Sensitivities with sensory processing manifest in children with Autism Spectrum Disorder especially when there is a breakdown in information between the vision and the vestibular and proprioceptive system, or if poor synchronisation exists between the central and peripheral visual systems.

This faulty information processing can cause children with ASD to develop poor visual awareness and poor eye contact, which negatively affects visual learning, impacting the child’s development. Delayed development can adversely affect their progression through school and their ability to learn. Children living with ASD should receive regular check-ups with a Behavioural Optometrist to guarantee that their vision and the processing of that vision is developing appropriately.

Behavioural optometrists can detect if the individual is experiencing any visual impairments and prepare a customised visual therapy program that will address them in the future.

Visual Therapy
Behavioural Optometry aims to prevent visual impairments from developing, provide treatment and vision therapy, and develop and enhance visual skills necessary for everyday life.

During a consultation, the Behavioural Optometrist will discuss the child’s skills regarding focusing, eye teaming, visual motor, and visual perception abilities. The Behavioural optometrist will then suggest the appropriate visual therapy for the individual.

Visual therapy is a customised program of visual activities designed to correct visual issues while improving visual skills. Visual therapy ensures vision development in children is progressing appropriately for their age and is not impacting their ability to learn and concentrate. Visual therapy teaches skills that should have been learned through development.

Visual therapy teaches the individual’s visual system to correct itself. Visual therapy is used to treat a broad range of visual impairments including convergence problems, visual accommodation impairments, lazy eye, oculomotor disorders, fixations and saccades, the ability to move the eyes appropriately, and eye teaming ability.

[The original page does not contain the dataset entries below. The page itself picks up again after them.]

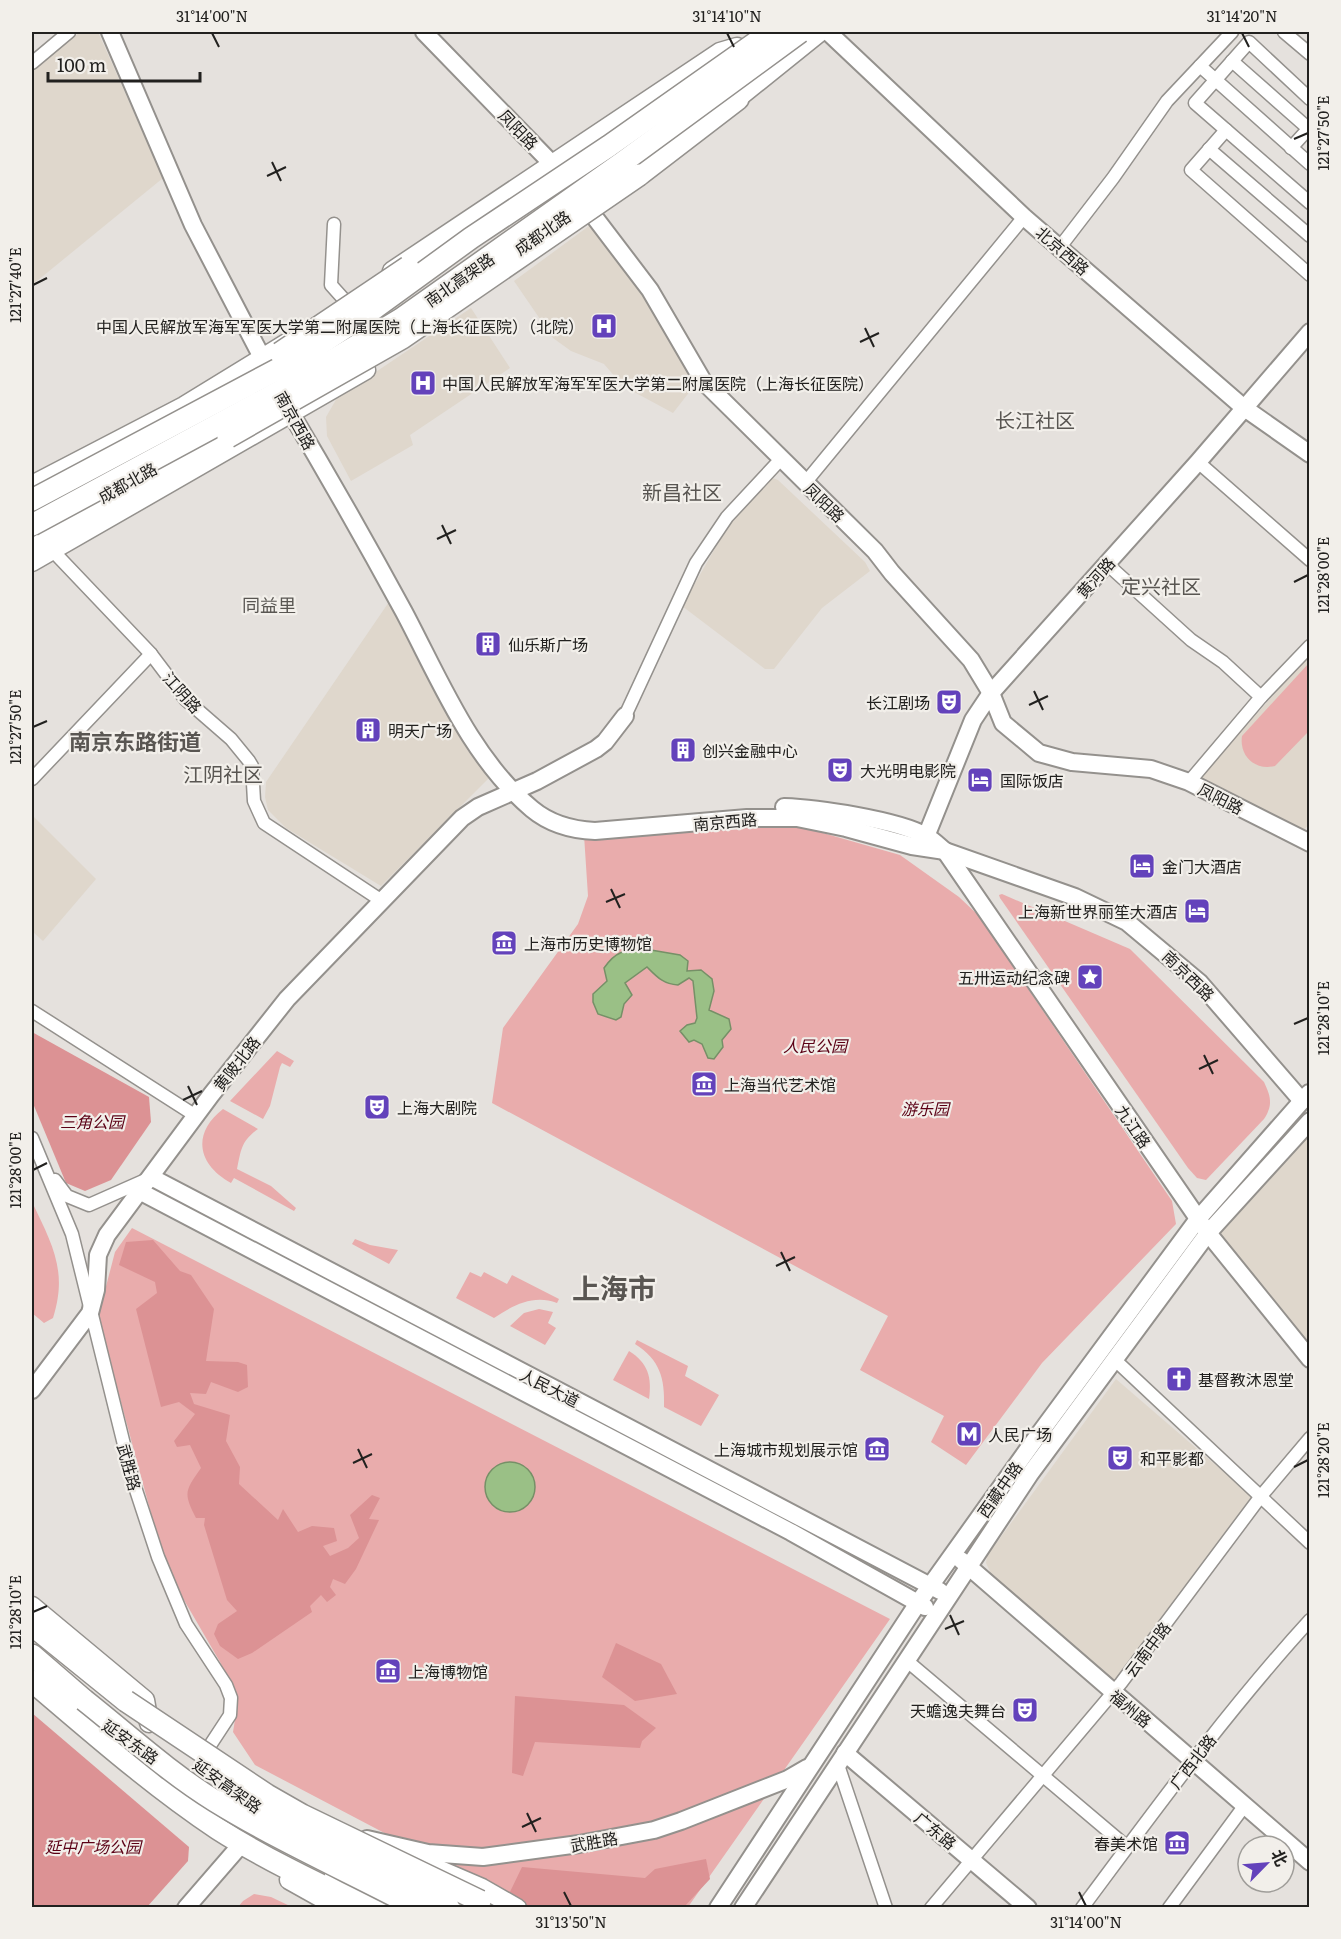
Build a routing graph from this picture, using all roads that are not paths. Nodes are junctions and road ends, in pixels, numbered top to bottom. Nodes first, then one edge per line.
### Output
1 (69, 32) edge
2 (110, 32) edge
3 (424, 32) edge
4 (756, 32) edge
5 (771, 32) edge
6 (800, 32) edge
7 (820, 32) edge
8 (828, 32) edge
9 (1232, 32) edge
10 (1284, 32) edge
11 (737, 47) junction
12 (1310, 54) edge
13 (1232, 61) junction
14 (32, 63) edge
15 (1200, 66) junction
16 (1215, 80) junction
17 (1179, 89) junction
18 (738, 99) junction
19 (1310, 99) edge
20 (1195, 103) junction
21 (1309, 129) edge
22 (1226, 130) junction
23 (1291, 148) junction
24 (1209, 149) junction
25 (1310, 164) edge
26 (557, 168) junction
27 (1310, 203) edge
28 (587, 209) junction
29 (1024, 217) junction
30 (334, 224) dead end
31 (548, 227) junction
32 (1310, 236) edge
33 (548, 246) junction
34 (1060, 247) junction
35 (437, 262) junction
36 (1310, 274) edge
37 (386, 282) junction
38 (440, 292) junction
39 (348, 304) junction
40 (324, 325) junction
41 (1310, 333) edge
42 (401, 344) junction
43 (376, 345) junction
44 (299, 358) junction
45 (265, 363) junction
46 (339, 375) junction
47 (288, 392) junction
48 (220, 395) junction
49 (184, 406) junction
50 (1243, 407) junction
51 (253, 414) junction
52 (289, 417) junction
53 (1310, 454) edge
54 (780, 460) junction
55 (1198, 462) junction
56 (805, 483) junction
57 (32, 485) edge
58 (32, 494) edge
59 (32, 502) edge
60 (32, 525) edge
61 (32, 536) edge
62 (42, 550) edge
63 (1310, 560) edge
64 (32, 562) edge
65 (1107, 564) junction
66 (1310, 646) edge
67 (151, 654) junction
68 (991, 693) junction
69 (1261, 697) junction
70 (625, 716) joint
71 (32, 779) edge
72 (1189, 782) junction
73 (514, 791) junction
74 (924, 842) junction
75 (1309, 842) edge
76 (945, 851) junction
77 (969, 886) junction
78 (382, 901) junction
79 (32, 1011) edge
80 (1306, 1097) edge
81 (196, 1116) junction
82 (1310, 1121) edge
83 (32, 1137) edge
84 (46, 1169) junction
85 (151, 1178) junction
86 (141, 1192) junction
87 (1203, 1226) junction
88 (90, 1313) junction
89 (1114, 1359) junction
90 (1310, 1359) edge
91 (32, 1390) edge
92 (1310, 1438) edge
93 (1261, 1496) junction
94 (1310, 1543) edge
95 (954, 1554) junction
96 (969, 1567) junction
97 (930, 1585) junction
98 (949, 1596) junction
99 (918, 1603) junction
100 (32, 1606) edge
101 (936, 1614) junction
102 (1310, 1620) edge
103 (35, 1626) edge
104 (32, 1655) edge
105 (906, 1660) junction
106 (32, 1662) edge
107 (32, 1681) edge
108 (1113, 1693) junction
109 (84, 1700) junction
110 (126, 1701) junction
111 (149, 1723) junction
112 (209, 1747) junction
113 (187, 1751) junction
114 (841, 1759) junction
115 (1192, 1760) junction
116 (812, 1763) junction
117 (1042, 1775) junction
118 (216, 1802) junction
119 (294, 1803) junction
120 (1245, 1805) junction
121 (363, 1839) junction
122 (1126, 1846) junction
123 (238, 1848) junction
124 (355, 1857) junction
125 (972, 1860) junction
126 (1310, 1862) edge
127 (486, 1904) edge
128 (186, 1908) edge
129 (339, 1908) edge
130 (368, 1908) edge
131 (389, 1908) edge
132 (396, 1908) edge
133 (418, 1908) edge
134 (450, 1908) edge
135 (459, 1908) edge
136 (517, 1908) edge
137 (718, 1908) edge
138 (743, 1908) edge
139 (886, 1908) edge
140 (931, 1908) edge
141 (1028, 1908) edge
142 (1082, 1908) edge
143 (1169, 1908) edge

1 - 14 street
2 - 45 street, 南京西路
3 - 26 street, 凤阳路
4 - 11 main road
5 - 35 highway, 南北高架路, bridge
6 - 38 highway, 南北高架路, bridge
7 - 18 main road
8 - 29 street, 北京西路
9 - 15 street
10 - 12 street
11 - 26 main road
11 - 37 highway, bridge
13 - 16 street
13 - 19 street
13 - 21 street
15 - 16 street
15 - 17 street
16 - 20 street
16 - 23 street
17 - 20 street
17 - 34 street
18 - 28 main road
18 - 42 highway, bridge
20 - 22 street
21 - 23 street
22 - 24 street
22 - 27 street
23 - 25 street
24 - 32 street
24 - 36 street
26 - 28 street, 凤阳路
26 - 39 main road
26 - 40 main road
28 - 31 main road, 成都北路
28 - 33 main road
28 - 54 street, 凤阳路
29 - 34 street, 北京西路
29 - 56 street
30 - 39 street
31 - 33 main road
31 - 43 main road, 成都北路
33 - 42 main road
34 - 50 street, 北京西路
35 - 37 highway, bridge
35 - 44 highway, 南北高架路, bridge
37 - 40 highway, bridge
38 - 42 highway, bridge
38 - 47 highway, 南北高架路, bridge
39 - 40 main road
40 - 44 highway, bridge
40 - 45 main road
40 - 58 highway, bridge
41 - 50 street, 黄河路
42 - 43 main road
42 - 46 highway, bridge
42 - 52 main road
43 - 47 main road, 成都北路
44 - 59 highway, 南北高架路, bridge
45 - 47 street, 南京西路
45 - 48 main road, 成都北路
45 - 49 main road
46 - 47 highway, bridge
46 - 62 highway, bridge
47 - 51 main road, 成都北路
47 - 52 street, 南京西路
47 - 60 highway, 南北高架路, bridge
48 - 49 main road
48 - 59 main road, 成都北路
49 - 57 main road
50 - 53 street, 北京西路
50 - 55 street, 黄河路
51 - 52 main road
51 - 61 main road, 成都北路
52 - 62 main road
52 - 73 street, 南京西路
54 - 56 street, 凤阳路
54 - 70 street
55 - 63 street
55 - 65 street, 黄河路
56 - 68 street, 凤阳路
62 - 64 main road
62 - 67 street, 江阴路
65 - 68 street, 黄河路
65 - 69 street
66 - 69 street
67 - 71 street
67 - 78 street, 江阴路
68 - 72 street, 凤阳路
68 - 74 street, 黄河路
69 - 72 street
70 - 73 street, 黄陂北路
72 - 75 street, 凤阳路
73 - 74 street, 南京西路
73 - 78 street, 黄陂北路
74 - 76 street, 南京西路
74 - 77 street, 九江路
76 - 77 street, 九江路
76 - 80 street, 南京西路
77 - 87 street, 九江路
78 - 81 street, 黄陂北路
79 - 81 street
80 - 87 street, 西藏中路
81 - 85 street, 黄陂北路
82 - 87 street, 西藏中路
83 - 84 street, 武胜路
84 - 85 street, 武胜路
84 - 88 street, 武胜路
85 - 86 street, 黄陂北路
85 - 97 street, 人民大道
86 - 88 street, 黄陂北路
86 - 99 street, 人民大道
87 - 89 street, 西藏中路
87 - 90 street, 九江路
87 - 95 street, 西藏中路
88 - 91 street, 黄陂北路
88 - 112 street, 武胜路
89 - 93 street
89 - 96 street, 西藏中路
92 - 93 street, 云南中路
93 - 94 street
93 - 108 street, 云南中路
95 - 96 street, 福州路
95 - 97 street, 西藏中路
96 - 98 street, 西藏中路
96 - 108 street, 福州路
97 - 98 street, 人民大道
97 - 99 street, 西藏中路
98 - 101 street, 西藏中路
99 - 101 street, 人民大道
99 - 116 street, 西藏中路
100 - 111 main road, 延安东路
101 - 105 street, 西藏中路
102 - 115 street, 广西北路
103 - 110 highway, 延安高架路
103 - 111 main road, 延安东路
104 - 109 highway, 延安高架路
105 - 114 street, 西藏中路
105 - 117 street
106 - 109 highway
106 - 131 main road, 延安东路
107 - 123 main road, 延安东路
107 - 130 highway
108 - 115 street, 福州路
108 - 117 street, 云南中路
109 - 118 highway, 延安高架路, bridge
110 - 127 highway, bridge
110 - 134 highway, 延安高架路, bridge
111 - 113 main road, 延安东路
112 - 113 main road, 延安东路
112 - 119 main road
113 - 124 main road, 延安东路
114 - 125 street, 广东路
114 - 138 street, 西藏中路
114 - 139 street
115 - 120 street, 福州路
115 - 122 street, 广西北路
116 - 121 street, 武胜路
116 - 137 street, 西藏中路
117 - 122 street
117 - 125 street, 云南中路
118 - 132 highway, bridge
118 - 133 highway, 延安高架路, bridge
119 - 121 main road
119 - 124 main road
120 - 126 street, 福州路
120 - 143 street
121 - 136 main road
122 - 142 street, 广西北路
123 - 128 street
123 - 129 main road, 延安东路
124 - 135 main road, 延安东路
125 - 140 street, 云南中路
125 - 141 street, 广东路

Visual therapy exercises can include the use of specialised instruments such as prisms, filters, lenses, and computer programs. Behavioural Optometrists may also use other devices such as balance boards and metronomes to assist in visual therapy.

An example of visual therapy is the sticks and straw exercise; the Behavioural Optometrist will draw a line around the centre of a straw and hold it around 2 feet in front of the child, the child is required to focus on the black line while attempting to put a toothpick into each end of the straw. The sticks and straw exercise trains the child to focus while using their peripheral vision to complete the task.